[TASK TO COMPLETE]
Once you have read the data below, write it all out exactly.

[RECORDS SUPPLIED]
========================
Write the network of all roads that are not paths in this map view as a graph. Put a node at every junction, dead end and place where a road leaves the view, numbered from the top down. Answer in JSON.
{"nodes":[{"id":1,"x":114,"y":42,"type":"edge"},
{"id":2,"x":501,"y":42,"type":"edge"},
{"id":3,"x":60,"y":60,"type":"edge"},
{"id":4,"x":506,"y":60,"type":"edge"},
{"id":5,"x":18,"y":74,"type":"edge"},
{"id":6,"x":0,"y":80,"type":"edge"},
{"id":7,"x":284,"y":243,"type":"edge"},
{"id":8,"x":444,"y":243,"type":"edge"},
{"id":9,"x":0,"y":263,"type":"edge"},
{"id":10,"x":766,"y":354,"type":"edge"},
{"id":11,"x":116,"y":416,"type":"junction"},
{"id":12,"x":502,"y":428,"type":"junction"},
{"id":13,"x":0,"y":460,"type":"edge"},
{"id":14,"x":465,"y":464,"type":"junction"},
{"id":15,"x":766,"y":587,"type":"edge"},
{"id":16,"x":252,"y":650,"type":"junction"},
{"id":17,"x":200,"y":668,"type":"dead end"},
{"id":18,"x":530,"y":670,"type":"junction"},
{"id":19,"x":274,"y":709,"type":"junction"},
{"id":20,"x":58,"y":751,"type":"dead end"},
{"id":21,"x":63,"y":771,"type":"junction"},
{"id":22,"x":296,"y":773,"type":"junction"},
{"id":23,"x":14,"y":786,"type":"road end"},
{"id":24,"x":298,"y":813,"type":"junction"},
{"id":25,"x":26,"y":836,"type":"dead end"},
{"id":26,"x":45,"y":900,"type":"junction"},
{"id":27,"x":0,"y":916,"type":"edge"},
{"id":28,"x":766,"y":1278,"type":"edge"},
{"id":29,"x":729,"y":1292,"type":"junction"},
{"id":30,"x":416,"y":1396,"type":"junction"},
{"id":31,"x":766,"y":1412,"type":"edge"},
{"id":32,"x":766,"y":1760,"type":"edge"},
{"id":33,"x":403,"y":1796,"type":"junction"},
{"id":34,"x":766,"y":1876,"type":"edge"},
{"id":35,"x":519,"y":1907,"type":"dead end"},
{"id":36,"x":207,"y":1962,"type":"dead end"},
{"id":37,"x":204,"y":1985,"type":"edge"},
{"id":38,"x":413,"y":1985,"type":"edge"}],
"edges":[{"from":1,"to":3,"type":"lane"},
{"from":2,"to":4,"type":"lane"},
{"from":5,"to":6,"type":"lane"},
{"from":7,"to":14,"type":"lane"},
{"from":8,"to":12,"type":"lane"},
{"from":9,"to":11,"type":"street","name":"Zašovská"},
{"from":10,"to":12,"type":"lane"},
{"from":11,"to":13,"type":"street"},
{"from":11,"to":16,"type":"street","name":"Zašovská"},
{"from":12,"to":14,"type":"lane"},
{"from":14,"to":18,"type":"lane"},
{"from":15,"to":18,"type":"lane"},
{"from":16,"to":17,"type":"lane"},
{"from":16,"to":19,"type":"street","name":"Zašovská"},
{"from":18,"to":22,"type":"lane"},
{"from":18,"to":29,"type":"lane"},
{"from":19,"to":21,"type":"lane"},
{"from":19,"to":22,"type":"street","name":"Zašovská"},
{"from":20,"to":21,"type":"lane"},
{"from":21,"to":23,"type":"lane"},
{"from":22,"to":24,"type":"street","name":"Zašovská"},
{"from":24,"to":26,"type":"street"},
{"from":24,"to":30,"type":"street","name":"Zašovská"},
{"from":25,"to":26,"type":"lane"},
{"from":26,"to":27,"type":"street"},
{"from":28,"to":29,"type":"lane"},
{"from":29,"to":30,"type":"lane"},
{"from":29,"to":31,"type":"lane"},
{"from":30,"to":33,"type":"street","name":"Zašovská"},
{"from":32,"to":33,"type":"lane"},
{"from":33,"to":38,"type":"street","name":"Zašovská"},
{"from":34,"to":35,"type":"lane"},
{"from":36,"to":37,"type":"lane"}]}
========================
[WRITTEN ANSWER]
Write the network of all roads that are not paths in this map view as a graph. Put a node at every junction, dead end and place where a road leaves the view, numbered from the top down. Answer in JSON.
{"nodes":[{"id":1,"x":114,"y":42,"type":"edge"},
{"id":2,"x":501,"y":42,"type":"edge"},
{"id":3,"x":60,"y":60,"type":"edge"},
{"id":4,"x":506,"y":60,"type":"edge"},
{"id":5,"x":18,"y":74,"type":"edge"},
{"id":6,"x":0,"y":80,"type":"edge"},
{"id":7,"x":284,"y":243,"type":"edge"},
{"id":8,"x":444,"y":243,"type":"edge"},
{"id":9,"x":0,"y":263,"type":"edge"},
{"id":10,"x":766,"y":354,"type":"edge"},
{"id":11,"x":116,"y":416,"type":"junction"},
{"id":12,"x":502,"y":428,"type":"junction"},
{"id":13,"x":0,"y":460,"type":"edge"},
{"id":14,"x":465,"y":464,"type":"junction"},
{"id":15,"x":766,"y":587,"type":"edge"},
{"id":16,"x":252,"y":650,"type":"junction"},
{"id":17,"x":200,"y":668,"type":"dead end"},
{"id":18,"x":530,"y":670,"type":"junction"},
{"id":19,"x":274,"y":709,"type":"junction"},
{"id":20,"x":58,"y":751,"type":"dead end"},
{"id":21,"x":63,"y":771,"type":"junction"},
{"id":22,"x":296,"y":773,"type":"junction"},
{"id":23,"x":14,"y":786,"type":"road end"},
{"id":24,"x":298,"y":813,"type":"junction"},
{"id":25,"x":26,"y":836,"type":"dead end"},
{"id":26,"x":45,"y":900,"type":"junction"},
{"id":27,"x":0,"y":916,"type":"edge"},
{"id":28,"x":766,"y":1278,"type":"edge"},
{"id":29,"x":729,"y":1292,"type":"junction"},
{"id":30,"x":416,"y":1396,"type":"junction"},
{"id":31,"x":766,"y":1412,"type":"edge"},
{"id":32,"x":766,"y":1760,"type":"edge"},
{"id":33,"x":403,"y":1796,"type":"junction"},
{"id":34,"x":766,"y":1876,"type":"edge"},
{"id":35,"x":519,"y":1907,"type":"dead end"},
{"id":36,"x":207,"y":1962,"type":"dead end"},
{"id":37,"x":204,"y":1985,"type":"edge"},
{"id":38,"x":413,"y":1985,"type":"edge"}],
"edges":[{"from":1,"to":3,"type":"lane"},
{"from":2,"to":4,"type":"lane"},
{"from":5,"to":6,"type":"lane"},
{"from":7,"to":14,"type":"lane"},
{"from":8,"to":12,"type":"lane"},
{"from":9,"to":11,"type":"street","name":"Zašovská"},
{"from":10,"to":12,"type":"lane"},
{"from":11,"to":13,"type":"street"},
{"from":11,"to":16,"type":"street","name":"Zašovská"},
{"from":12,"to":14,"type":"lane"},
{"from":14,"to":18,"type":"lane"},
{"from":15,"to":18,"type":"lane"},
{"from":16,"to":17,"type":"lane"},
{"from":16,"to":19,"type":"street","name":"Zašovská"},
{"from":18,"to":22,"type":"lane"},
{"from":18,"to":29,"type":"lane"},
{"from":19,"to":21,"type":"lane"},
{"from":19,"to":22,"type":"street","name":"Zašovská"},
{"from":20,"to":21,"type":"lane"},
{"from":21,"to":23,"type":"lane"},
{"from":22,"to":24,"type":"street","name":"Zašovská"},
{"from":24,"to":26,"type":"street"},
{"from":24,"to":30,"type":"street","name":"Zašovská"},
{"from":25,"to":26,"type":"lane"},
{"from":26,"to":27,"type":"street"},
{"from":28,"to":29,"type":"lane"},
{"from":29,"to":30,"type":"lane"},
{"from":29,"to":31,"type":"lane"},
{"from":30,"to":33,"type":"street","name":"Zašovská"},
{"from":32,"to":33,"type":"lane"},
{"from":33,"to":38,"type":"street","name":"Zašovská"},
{"from":34,"to":35,"type":"lane"},
{"from":36,"to":37,"type":"lane"}]}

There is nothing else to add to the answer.